The public mood appears to have swung back in favour of tighter controls. So where did it all go wrong?

There seems little doubt that the turning point came when Parliament voted in 1999 to lower the liquor purchasing age to 18. That was when per capita alcohol consumption started to rise again. It was also when the phrase “binge drinking” entered the nation’s vocabulary.

But let’s be clear. In this context, “binge drinking” means youth drinking. If we have a problem, that’s where it lies, and that’s where any law changes need to be directed.

A majority of parliamentarians believed in 1999 that young New Zealanders could be trusted to drink in a civilised fashion. I did too, but we were wrong.

They were given the opportunity to behave like adults, and they blew it. Spectacularly.

Young women, especially, have let us down. They seem to have adopted the view that equal rights mean the right to render yourself comatose in Courtenay Place – a perverse distortion of the “girls can do anything” mantra.

In this they were helped immeasurably by liquor industry entrepreneur Michael Erceg’s promotion of sweet, fizzy RTDs, which made alcohol palatable to a new market segment that didn’t care much for beer or wine.

My wife reckons we can’t blame young people and we shouldn’t expect 18-year-olds to behave like adults. My response is, why not? They expect to be treated like adults in every other respect. Besides, if 18-year-olds in European countries can handle their liquor, why can't young New Zealanders?

Perhaps they’ve led such protected, molly-coddled lives as children - protected from any behaviour deemed to be risky, even walking to school - that they run amok at their first taste of independence. Perhaps lollipops, rather than alcohol, would be commensurate with their level of maturity.

Whatever the reason, we’ve ended up in a very disheartening place. And if it takes a return to tougher laws to sort the problem out, then perhaps that’s what we must do. 

5 comments:

  1. Easier to simply arrest all the inebriated in the streets. The law allows for it. Zero tollerance. Given them a night in prison (or potentially) and see how keep our young ladies are to paralitic with sod all clothes on. Increasing the age limit is unlikely to do much. They have the same argument as our generation that if we are old enough to go to war then we are old enough to drink.

    It is what they do when drunk we need to address.

    ReplyDelete
  2. I agree with you that police should be able to charge people with being drunk in a public place. The effects night be quite salutary.
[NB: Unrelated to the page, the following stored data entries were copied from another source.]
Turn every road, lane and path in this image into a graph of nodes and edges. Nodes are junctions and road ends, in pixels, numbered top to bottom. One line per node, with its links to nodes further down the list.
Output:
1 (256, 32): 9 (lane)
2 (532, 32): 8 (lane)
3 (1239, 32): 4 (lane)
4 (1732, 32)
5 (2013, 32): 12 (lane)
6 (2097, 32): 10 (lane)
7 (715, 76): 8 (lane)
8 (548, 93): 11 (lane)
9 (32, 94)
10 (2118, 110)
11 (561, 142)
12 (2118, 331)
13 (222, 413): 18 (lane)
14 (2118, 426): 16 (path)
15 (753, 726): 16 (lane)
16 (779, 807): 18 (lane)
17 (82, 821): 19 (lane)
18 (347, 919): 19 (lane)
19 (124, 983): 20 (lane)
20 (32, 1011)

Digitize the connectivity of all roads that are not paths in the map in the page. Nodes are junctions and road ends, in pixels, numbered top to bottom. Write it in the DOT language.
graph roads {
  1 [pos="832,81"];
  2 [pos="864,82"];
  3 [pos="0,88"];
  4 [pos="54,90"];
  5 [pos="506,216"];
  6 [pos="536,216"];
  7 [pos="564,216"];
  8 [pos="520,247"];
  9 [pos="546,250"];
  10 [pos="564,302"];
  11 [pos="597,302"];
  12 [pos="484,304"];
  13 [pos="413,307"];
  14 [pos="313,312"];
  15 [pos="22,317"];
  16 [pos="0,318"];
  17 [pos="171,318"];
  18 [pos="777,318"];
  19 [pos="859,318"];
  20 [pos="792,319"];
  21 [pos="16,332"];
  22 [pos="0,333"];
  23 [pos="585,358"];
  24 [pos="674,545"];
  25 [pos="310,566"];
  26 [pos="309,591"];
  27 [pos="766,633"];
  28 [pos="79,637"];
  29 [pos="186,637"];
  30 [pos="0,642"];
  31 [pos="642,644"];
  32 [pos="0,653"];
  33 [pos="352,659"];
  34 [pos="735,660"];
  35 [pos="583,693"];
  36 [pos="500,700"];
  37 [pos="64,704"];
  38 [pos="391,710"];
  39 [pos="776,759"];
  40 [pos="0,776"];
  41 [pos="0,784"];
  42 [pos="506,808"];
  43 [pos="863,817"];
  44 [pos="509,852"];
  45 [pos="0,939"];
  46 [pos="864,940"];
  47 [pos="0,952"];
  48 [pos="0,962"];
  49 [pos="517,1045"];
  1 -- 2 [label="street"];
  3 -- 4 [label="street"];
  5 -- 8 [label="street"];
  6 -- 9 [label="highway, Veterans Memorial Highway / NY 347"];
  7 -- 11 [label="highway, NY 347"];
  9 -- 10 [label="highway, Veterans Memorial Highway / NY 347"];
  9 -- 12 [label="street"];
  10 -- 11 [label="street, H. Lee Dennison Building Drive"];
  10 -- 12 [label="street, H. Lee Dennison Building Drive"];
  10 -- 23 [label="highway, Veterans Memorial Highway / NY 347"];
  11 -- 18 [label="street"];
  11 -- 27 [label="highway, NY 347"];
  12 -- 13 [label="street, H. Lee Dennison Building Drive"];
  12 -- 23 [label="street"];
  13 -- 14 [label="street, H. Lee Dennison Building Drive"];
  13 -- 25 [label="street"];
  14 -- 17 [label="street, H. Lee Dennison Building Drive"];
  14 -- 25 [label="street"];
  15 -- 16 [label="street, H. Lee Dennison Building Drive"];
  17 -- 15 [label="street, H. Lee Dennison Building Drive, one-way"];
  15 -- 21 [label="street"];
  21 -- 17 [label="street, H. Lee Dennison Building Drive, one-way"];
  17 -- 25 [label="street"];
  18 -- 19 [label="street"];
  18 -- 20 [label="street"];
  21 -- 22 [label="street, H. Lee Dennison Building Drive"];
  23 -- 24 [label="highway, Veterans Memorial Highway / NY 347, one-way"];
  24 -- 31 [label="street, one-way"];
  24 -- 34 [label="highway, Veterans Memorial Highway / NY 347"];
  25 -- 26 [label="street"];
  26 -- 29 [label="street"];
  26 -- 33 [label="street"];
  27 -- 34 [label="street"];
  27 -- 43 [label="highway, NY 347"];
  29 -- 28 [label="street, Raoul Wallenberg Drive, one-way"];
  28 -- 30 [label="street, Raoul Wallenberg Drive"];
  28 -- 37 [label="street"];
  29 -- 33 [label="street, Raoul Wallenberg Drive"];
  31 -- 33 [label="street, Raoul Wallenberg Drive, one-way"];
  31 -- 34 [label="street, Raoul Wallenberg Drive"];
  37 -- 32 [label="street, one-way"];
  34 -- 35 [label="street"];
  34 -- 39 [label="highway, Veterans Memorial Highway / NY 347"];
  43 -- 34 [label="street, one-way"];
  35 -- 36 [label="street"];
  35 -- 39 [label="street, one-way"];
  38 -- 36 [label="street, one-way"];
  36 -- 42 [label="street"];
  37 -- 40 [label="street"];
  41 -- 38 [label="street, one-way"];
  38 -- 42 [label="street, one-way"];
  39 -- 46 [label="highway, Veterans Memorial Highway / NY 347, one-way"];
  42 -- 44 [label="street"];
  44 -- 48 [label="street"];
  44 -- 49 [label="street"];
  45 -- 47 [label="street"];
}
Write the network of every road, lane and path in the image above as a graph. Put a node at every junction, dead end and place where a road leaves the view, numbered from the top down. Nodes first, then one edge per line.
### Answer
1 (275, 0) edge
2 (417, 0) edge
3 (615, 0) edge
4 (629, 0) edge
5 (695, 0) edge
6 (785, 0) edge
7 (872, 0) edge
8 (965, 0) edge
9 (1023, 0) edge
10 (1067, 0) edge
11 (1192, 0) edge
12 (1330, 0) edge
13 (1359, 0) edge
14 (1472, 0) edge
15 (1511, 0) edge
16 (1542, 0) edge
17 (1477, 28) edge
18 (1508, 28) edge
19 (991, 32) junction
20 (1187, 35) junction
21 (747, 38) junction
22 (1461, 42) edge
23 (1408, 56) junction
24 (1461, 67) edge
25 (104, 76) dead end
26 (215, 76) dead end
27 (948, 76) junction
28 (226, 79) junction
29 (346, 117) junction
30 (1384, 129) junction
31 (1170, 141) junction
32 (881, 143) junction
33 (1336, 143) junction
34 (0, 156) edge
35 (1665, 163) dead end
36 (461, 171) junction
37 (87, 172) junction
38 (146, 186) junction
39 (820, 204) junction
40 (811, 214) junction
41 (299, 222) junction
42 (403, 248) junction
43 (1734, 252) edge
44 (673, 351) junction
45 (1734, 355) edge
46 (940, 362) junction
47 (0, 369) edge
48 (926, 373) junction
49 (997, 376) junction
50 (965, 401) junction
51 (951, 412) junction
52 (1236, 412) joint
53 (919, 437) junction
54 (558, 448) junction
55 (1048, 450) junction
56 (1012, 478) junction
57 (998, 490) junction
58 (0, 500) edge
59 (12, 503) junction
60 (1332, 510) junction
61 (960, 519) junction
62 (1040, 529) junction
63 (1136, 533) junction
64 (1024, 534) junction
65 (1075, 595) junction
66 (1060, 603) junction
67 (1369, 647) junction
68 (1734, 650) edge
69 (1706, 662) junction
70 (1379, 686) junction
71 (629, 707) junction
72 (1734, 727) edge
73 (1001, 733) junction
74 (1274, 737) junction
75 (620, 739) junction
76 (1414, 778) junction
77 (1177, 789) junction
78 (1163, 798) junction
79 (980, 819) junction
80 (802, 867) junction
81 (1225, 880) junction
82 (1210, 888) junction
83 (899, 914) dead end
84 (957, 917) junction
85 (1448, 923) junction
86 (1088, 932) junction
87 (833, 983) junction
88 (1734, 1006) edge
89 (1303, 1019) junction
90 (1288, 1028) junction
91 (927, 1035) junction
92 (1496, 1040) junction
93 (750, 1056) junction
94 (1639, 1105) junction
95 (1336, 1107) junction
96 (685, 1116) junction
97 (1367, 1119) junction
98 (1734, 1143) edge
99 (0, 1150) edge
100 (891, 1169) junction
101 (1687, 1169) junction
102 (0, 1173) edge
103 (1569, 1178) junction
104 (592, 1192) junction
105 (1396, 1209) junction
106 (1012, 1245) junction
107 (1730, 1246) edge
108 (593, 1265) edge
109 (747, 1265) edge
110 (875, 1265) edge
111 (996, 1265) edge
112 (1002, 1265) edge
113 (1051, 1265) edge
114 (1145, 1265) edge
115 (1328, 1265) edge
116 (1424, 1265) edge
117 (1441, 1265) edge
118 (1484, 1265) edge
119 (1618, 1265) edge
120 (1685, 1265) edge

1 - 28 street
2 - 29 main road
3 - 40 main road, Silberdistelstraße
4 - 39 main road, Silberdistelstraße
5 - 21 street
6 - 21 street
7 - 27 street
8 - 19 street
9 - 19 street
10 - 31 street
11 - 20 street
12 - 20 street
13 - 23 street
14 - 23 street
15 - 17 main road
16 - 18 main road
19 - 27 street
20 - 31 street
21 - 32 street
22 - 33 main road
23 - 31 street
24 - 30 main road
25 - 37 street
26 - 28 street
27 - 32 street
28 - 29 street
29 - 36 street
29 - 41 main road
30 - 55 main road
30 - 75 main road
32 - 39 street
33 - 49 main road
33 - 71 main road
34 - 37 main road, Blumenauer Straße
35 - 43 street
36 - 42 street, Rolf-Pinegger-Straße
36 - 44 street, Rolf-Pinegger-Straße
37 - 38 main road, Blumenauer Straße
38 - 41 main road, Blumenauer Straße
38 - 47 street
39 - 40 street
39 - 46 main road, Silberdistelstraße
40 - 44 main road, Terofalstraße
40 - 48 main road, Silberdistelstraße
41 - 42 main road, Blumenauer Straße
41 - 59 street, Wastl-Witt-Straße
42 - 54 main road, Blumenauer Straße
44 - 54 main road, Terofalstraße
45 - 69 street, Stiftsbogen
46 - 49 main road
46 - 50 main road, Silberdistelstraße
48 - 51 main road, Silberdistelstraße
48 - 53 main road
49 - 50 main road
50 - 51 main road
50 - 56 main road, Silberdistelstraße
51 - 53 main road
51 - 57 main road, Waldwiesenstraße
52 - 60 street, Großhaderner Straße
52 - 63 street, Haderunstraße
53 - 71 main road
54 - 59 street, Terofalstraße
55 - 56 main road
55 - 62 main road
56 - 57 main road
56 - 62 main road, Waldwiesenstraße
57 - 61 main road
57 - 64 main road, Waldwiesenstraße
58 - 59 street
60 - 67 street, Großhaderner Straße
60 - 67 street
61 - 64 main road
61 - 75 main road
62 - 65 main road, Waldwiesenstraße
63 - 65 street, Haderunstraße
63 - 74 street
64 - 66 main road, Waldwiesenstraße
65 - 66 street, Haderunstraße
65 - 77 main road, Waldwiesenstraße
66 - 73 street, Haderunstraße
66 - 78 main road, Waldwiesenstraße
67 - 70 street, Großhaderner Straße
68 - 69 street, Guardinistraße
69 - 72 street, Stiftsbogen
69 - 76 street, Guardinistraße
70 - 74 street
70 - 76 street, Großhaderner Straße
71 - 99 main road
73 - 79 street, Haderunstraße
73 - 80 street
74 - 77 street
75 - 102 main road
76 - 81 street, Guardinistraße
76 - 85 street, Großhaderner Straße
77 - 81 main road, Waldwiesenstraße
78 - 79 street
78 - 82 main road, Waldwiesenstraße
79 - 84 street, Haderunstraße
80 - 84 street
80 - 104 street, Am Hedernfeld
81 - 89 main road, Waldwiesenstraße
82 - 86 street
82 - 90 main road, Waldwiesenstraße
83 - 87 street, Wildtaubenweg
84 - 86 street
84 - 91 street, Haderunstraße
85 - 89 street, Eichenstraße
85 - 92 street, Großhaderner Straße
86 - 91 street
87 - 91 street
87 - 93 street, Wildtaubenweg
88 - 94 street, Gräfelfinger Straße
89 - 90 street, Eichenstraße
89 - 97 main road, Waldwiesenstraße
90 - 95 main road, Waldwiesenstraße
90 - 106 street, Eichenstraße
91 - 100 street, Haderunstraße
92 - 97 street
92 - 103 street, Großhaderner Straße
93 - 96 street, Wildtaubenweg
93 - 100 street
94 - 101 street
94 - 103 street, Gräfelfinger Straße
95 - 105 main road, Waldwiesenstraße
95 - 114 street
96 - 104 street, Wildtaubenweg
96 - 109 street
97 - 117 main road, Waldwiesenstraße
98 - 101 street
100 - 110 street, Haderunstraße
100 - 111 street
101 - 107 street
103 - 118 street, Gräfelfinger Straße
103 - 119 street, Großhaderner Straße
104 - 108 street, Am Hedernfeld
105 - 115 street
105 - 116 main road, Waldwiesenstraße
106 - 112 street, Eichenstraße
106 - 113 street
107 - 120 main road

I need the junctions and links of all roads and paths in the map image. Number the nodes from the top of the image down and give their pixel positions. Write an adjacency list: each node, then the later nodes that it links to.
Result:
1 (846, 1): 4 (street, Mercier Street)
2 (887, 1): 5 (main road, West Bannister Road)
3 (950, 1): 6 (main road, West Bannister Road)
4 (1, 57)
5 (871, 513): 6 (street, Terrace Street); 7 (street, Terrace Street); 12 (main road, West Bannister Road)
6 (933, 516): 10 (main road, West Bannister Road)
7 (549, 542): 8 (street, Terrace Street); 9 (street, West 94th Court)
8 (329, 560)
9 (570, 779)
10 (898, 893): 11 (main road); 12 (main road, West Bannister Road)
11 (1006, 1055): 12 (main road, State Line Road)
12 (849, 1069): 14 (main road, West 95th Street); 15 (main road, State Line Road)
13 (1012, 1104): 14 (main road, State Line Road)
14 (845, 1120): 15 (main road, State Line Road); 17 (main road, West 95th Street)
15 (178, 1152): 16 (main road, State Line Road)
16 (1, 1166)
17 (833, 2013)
Unfortunately that offence was removed from the statute books more than 30 years ago - I've never quite known why.

    ReplyDelete
  3. Pre loading, hardliners and liberals.
    An article in the NZ Initiative confidently asserts that ‘preload drinking’ [ drinking before you go out ] and heavy drinking are not correlated.
    Here is some of the reasons the NZI writer gave, who put the finer touches on some conclusions from a study by Michael Daly.
    >”The study challenged another easy assumption that people are pre-loading because drinks in bars and clubs is too expensive.
    People are not pre-loading because it’s cheaper to drink at home and there is no significant relationship between pre-loading and heavy drinking.
    In fact, the ratio between on-license and off-license beverage prices was one of the lowest in the country rankings.”<
    That's interesting. I can buy 2 litres of wine for $20, that’s $1 for a 100ml drink, or go to a bar and pay $7 for or 100ml.
    So well knock me over with some hog wash, a major ratio there, encouraging drinkers to pre-load. And guess what you already know. The idea of pre-loading is to become affected by alcohol before it costs you too much at a bar.

    For those alcoholics who manage to keep drinking dangerously whether young or nearly old age,I recommend a program similar to that I attended in Christchurch.
    Appoint a good no nonsense friend to act as supervisor for the next three months..
    Book in to the detox centre [ Kennedy in ChCh ] absolutely preloaded with determination
    Then transfer to a social recovery at somewhere like the good old Anglicans at the Knox centre for a couple of weeks.
    Then join a maintenance program [ AA] forever.

    ReplyDelete
  4. NZ First's policy is to bring back that offence.

    ReplyDelete
  5. NZ First's policy is to reinstate that as an offence.